Tuesday, March 24, 2009

 

To fix the economy we need to end the usury that has been killing it and us


by Larry Geller

Do you think our leaders in Washington are on the right track with this economic meltdown thing? Is shoveling taxpayer money at high-rolling bankers (who must already be bathing in the stuff, deliriously happy at how well they are doing) exactly what you want Congress and Obama to do? No?

Does allowing foreclosures to continue and interest rates to skyrocket for the average American please you? No? How about all the personal bankruptcies due to the lack of a single-payer health care system in our great country?

How does unemployment feel, your own or your neighbors’?

WHY CAN’T THEY FIX THIS?

Check out the first segment of today’s Democracy Now on the web.

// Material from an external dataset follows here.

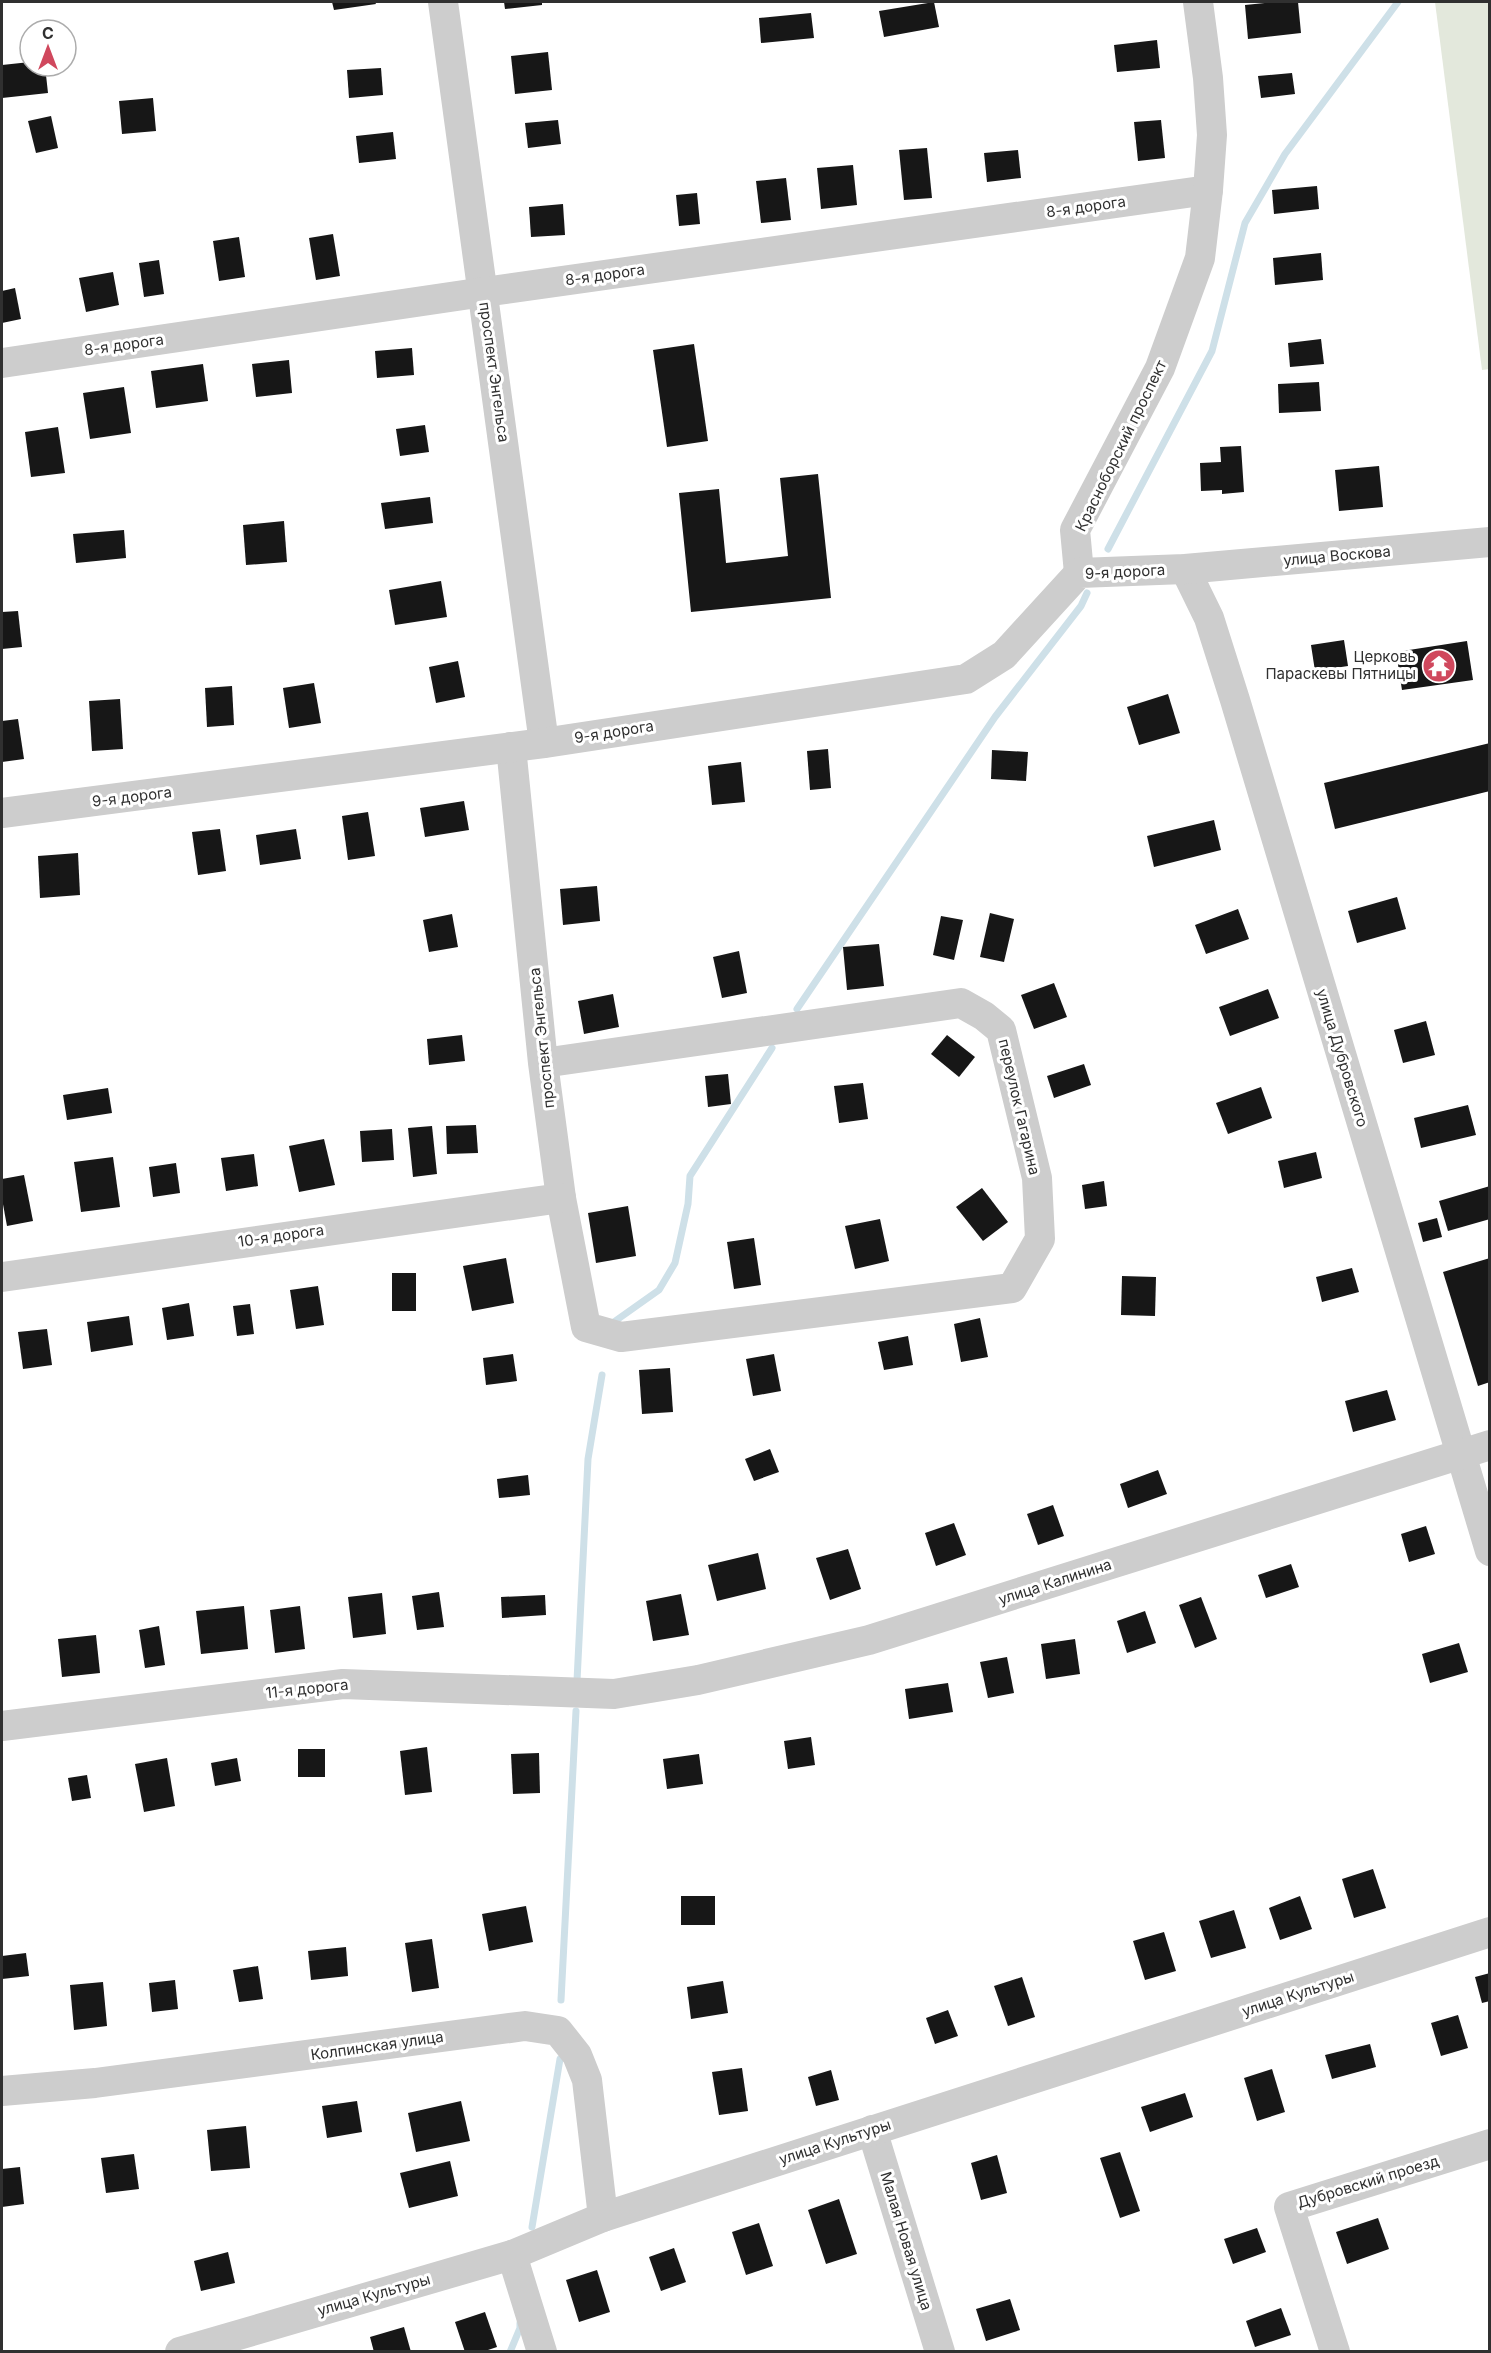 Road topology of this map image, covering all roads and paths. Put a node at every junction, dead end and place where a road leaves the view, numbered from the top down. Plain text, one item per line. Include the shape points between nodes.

Read, listen or watch. This interview has gone viral. Amy Goodman’s guest is Chicago lawyer Thomas Geoghegan, whose Harper’s Magazine cover story is “Infinite Debt: How Unlimited Interest Rates Destroyed the Economy.” (You can search for it using Google or buy the magazine, it has other articles of interest.)

The Democracy Now segment has gone viral. Please click over there and have a look.

Towards the end of  the interview Geoghegan identifies the filibuster as the obstacle the prevents Congress from taking action. How refreshing. But here’s a snippet to entice you:

THOMAS GEOGHEGAN: In the article, I talk—that appeared in Harper’s, I’ve talked about the fact that we’ve not focused enough on the big deregulation that precedes all other deregulations, and that’s the ceiling that has existed on the financial sector since time immemorial on the amount of interest that banks can get from their clients, their customers, their depositors. Historically, and even up through movies like It’s a Wonderful Life with Frank Capra and Mr. Potter and George Bailey, the interest rates in this country were capped at eight percent, nine percent. In the 1970s, we began to deregulate this, and then we had a massive big bang with a Supreme Court case that effectively knocked out all the interest rate caps. And we have today, taken as common, that banks can charge 17, 18, 19, 30, 35 percent, not to mention payday lenders charging 200, 300, 400 percent in states like Illinois, California [inaudible]—

You know, if you are Mr. Potter in It’s a Wonderful Life and can only get six percent, seven percent on your loan, you want the loan to be repaid. Moral character is important. You want to scrutinize everybody very carefully. But if you’re able to charge 30 percent or, in a payday lender case, 200 or 300 percent, you don’t care so much if the loan—in fact, you actually want the loan not to be repaid. You want people to go into debt. You want to accumulate this interest. And this addicted the financial sector to very, very, very high rates of return compared to what investors were used to getting in the real economy, the manufacturing sector, General Motors, which would give piddling five, six, seven percent returns.

So the capital in this country began to shift in the financial sector. That’s why the financial sector began to bloat up. That’s why we ended up, by 2006, having a third of all profits going into the banks and the financial firms and not into the real economy.

AMY GOODMAN: —talking about money fleeing from the auto industry.

THOMAS GEOGHEGAN: Sure. I feel one of the reasons I am in favor of the bailout of the auto industry is, aside from all the other reasons, a sense of guilt that we set up all the returns in this economy in favor of financial firms and really disinvested from industry. And even worse, we began to turn industry into a banking itself. General Motors, General Electric began to operate banks, because that’s where they made the big profit, in the loans to consumers, uncapped interest. It’s a very destructive situation.

A section that follows discusses how we failed to invest in labor and unionization while the financial sector soared (and now crashed). So we find ourselves unable to compete in the world economy.

So guess what—we shouldn’t be bailing out the banks that caused the problem. We’re just putting them back in business to cause more problems. We should be overhauling the system and replacing it entirely, with appropriate regulation and controls.

Yay! Common sense at last!

Similar points of view have appeared elsewhere. I like the presentation in this interview. Hope you have time to check it out.

Then, we need to find a way to restore democracy in this country somehow so that the people’s interest will come first.